It's wet mitt season. Here's who invented the thing that's saving our winter
CBC
If you want to dry out your sopping wet winter boots and mitts without turning on the dryer, you may want to use a specially designed rack that sits on a forced-air register. Canadians know it does the job beautifully.
And you can thank the late Lorne McCartney of Ottawa for that rack.
McCartney was a captain in the Canadian Armed Forces who served in Germany in the 1970s. He attended the Royal Military College of Canada alongside astronaut Marc Garneau and retired lieutenant-general and senator Roméo Dallaire.
McCartney also is the designer of that first mitt and boot dryer that Canadians have grown to love.
"It was us kids playing outside all the time and coming inside with all the wet mitts and boots," said Lorne's son, Mark McCartney of Port Perry, Ont., who is one of three siblings. At the time, the family lived in Barrie.
McCartney's mom started heaping the mitts onto registers all over the house. "And my father watching it happen said, 'There's got to be a better way,'" he said.
In his spare time, McCartney's dad began sketching out ideas and building prototypes from wood and coat hangers. After designing the perfect solution to drying out the family's winter gear, Lorne McCartney snagged both Canadian and American patents under the name Jili Nolor Corporation in the mid-1980s.

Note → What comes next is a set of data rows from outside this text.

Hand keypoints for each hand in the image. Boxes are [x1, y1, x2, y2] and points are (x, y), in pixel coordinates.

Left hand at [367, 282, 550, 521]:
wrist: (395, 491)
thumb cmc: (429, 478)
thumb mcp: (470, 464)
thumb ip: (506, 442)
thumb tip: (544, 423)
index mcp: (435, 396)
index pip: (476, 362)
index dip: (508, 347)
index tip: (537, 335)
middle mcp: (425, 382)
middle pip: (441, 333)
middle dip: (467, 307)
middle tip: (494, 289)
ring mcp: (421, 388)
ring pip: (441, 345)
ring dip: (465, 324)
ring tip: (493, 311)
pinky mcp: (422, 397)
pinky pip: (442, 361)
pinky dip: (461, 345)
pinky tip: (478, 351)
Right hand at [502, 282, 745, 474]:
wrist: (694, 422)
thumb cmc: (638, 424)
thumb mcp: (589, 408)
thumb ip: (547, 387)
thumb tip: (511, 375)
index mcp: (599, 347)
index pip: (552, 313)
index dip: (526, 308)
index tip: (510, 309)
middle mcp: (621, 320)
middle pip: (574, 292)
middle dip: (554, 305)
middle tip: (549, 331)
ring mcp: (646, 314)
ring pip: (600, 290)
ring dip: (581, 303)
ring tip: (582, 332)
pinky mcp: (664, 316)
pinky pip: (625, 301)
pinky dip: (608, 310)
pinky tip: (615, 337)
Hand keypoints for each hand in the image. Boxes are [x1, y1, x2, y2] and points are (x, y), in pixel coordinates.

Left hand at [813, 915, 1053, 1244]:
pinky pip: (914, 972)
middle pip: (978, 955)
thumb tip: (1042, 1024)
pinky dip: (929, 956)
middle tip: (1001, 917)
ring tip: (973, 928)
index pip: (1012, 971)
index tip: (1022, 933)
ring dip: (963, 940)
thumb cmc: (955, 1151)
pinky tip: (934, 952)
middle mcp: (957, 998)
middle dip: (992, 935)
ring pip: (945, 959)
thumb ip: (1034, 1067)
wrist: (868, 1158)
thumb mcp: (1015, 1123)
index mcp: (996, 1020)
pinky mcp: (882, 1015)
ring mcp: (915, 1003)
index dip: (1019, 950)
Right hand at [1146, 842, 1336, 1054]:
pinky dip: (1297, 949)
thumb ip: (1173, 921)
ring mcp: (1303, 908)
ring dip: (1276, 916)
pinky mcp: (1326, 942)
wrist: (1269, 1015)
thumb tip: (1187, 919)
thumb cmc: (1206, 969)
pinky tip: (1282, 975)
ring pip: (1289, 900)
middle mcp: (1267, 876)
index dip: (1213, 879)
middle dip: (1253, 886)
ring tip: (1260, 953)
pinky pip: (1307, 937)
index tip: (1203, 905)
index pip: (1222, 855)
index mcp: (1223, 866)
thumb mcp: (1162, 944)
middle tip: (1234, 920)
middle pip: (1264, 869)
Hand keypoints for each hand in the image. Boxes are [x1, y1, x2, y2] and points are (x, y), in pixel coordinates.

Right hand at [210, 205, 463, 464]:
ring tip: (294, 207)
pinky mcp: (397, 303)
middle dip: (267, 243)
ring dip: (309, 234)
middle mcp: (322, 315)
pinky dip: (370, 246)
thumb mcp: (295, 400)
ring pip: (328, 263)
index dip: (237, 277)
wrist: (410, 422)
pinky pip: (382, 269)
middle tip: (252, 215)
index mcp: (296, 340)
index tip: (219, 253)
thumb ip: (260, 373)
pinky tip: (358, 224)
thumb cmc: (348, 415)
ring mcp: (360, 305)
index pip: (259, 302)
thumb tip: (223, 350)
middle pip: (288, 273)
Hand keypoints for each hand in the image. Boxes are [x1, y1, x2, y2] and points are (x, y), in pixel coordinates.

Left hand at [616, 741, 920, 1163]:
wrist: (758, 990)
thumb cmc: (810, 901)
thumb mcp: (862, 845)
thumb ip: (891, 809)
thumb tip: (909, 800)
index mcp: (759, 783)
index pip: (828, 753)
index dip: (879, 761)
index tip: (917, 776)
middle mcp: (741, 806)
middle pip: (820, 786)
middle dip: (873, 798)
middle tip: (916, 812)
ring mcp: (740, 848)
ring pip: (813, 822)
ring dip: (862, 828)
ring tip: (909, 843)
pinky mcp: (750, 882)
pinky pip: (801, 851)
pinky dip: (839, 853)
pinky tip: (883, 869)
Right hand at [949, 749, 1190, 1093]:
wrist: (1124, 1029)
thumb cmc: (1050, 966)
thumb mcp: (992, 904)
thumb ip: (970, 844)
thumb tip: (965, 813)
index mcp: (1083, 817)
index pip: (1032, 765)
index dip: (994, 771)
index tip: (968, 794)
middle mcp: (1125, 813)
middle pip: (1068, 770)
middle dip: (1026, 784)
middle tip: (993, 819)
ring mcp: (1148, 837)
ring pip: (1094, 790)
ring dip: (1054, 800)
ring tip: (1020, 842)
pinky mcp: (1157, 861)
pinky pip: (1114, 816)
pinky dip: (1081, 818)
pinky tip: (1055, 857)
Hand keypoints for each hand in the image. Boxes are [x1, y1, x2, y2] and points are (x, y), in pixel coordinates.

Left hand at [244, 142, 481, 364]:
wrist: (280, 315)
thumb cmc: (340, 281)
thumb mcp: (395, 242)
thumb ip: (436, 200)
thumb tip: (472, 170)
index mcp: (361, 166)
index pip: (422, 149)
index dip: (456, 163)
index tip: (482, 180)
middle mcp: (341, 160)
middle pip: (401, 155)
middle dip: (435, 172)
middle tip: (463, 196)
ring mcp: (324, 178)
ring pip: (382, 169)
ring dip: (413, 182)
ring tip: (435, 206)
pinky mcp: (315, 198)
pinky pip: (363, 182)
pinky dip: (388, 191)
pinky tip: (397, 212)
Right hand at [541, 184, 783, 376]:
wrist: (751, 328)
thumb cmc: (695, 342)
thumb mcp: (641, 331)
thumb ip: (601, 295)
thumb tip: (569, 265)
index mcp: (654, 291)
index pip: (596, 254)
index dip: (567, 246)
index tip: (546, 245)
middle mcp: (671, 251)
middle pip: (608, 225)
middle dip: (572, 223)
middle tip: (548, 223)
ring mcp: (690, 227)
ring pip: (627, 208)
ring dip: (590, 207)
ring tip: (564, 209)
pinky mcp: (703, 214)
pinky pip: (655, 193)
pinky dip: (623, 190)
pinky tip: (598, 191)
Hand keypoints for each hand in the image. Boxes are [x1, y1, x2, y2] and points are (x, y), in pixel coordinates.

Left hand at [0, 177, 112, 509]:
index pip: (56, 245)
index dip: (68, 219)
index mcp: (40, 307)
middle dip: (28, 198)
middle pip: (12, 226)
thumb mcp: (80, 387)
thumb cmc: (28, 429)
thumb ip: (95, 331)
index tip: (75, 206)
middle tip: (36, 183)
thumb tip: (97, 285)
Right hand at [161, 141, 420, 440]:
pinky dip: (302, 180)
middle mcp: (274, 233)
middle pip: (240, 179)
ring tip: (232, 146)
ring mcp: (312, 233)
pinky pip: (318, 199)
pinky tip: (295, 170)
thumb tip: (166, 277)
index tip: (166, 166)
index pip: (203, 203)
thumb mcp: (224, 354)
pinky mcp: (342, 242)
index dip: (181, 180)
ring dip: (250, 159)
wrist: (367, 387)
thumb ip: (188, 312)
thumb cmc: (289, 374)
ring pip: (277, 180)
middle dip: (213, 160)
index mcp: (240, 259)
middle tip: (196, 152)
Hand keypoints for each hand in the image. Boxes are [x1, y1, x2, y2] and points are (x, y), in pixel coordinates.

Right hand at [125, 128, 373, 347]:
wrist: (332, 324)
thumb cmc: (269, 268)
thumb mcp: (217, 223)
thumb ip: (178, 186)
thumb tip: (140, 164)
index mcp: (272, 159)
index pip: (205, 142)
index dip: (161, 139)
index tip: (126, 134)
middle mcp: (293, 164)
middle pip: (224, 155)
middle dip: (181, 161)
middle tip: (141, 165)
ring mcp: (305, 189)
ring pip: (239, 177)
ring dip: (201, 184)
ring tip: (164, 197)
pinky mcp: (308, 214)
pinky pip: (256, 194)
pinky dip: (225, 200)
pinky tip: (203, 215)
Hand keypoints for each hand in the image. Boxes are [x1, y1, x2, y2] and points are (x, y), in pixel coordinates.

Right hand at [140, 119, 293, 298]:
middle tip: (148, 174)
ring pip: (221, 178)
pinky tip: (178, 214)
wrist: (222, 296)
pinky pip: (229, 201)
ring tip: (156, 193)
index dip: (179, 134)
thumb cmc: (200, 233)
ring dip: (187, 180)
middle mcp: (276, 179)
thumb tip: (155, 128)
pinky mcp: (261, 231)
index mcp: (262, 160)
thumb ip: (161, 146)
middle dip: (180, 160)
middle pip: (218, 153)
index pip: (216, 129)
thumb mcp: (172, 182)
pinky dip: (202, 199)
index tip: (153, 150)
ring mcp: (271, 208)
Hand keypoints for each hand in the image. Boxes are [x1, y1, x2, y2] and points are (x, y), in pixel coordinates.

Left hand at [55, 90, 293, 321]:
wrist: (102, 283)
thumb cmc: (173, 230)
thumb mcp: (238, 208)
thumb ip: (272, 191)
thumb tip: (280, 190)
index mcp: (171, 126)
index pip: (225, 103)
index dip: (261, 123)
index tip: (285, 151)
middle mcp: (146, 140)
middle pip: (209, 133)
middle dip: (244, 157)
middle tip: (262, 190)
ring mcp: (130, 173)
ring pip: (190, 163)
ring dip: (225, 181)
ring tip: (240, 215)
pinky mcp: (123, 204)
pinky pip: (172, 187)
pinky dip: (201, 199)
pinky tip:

By 1993, business was booming and the McCartney family, who by then had moved to the Ottawa suburb of Kanata for Lorne's position at National Defence headquarters, gave up his career to work full time on his invention.
The patents lasted 17 years, and after that, a Chinese company began manufacturing a replica of McCartney's design. Because it was cheaper, a number of distributors chose the Chinese model, said Mark McCartney.
"So that was kind of a bit of a sore spot with my father in the later years where Canadian Tire stopped using Canadian products," he said.
"After my father passed, the company was kind of liquidated to a certain extent," said McCartney, whose dad died at age 68 in 2016 after a battle with chronic inflammatory lung disease.
"The guy that originally made them for us, he still manufactures it. As long as it still makes some sort of a profit, he'll continue to make it," said Mark McCartney about the Norex Division.
The Mitt'nBoot Dryer is still manufactured at the plastics factory in the Toronto suburb of Scarborough.
His mom still gets a cut, said McCartney.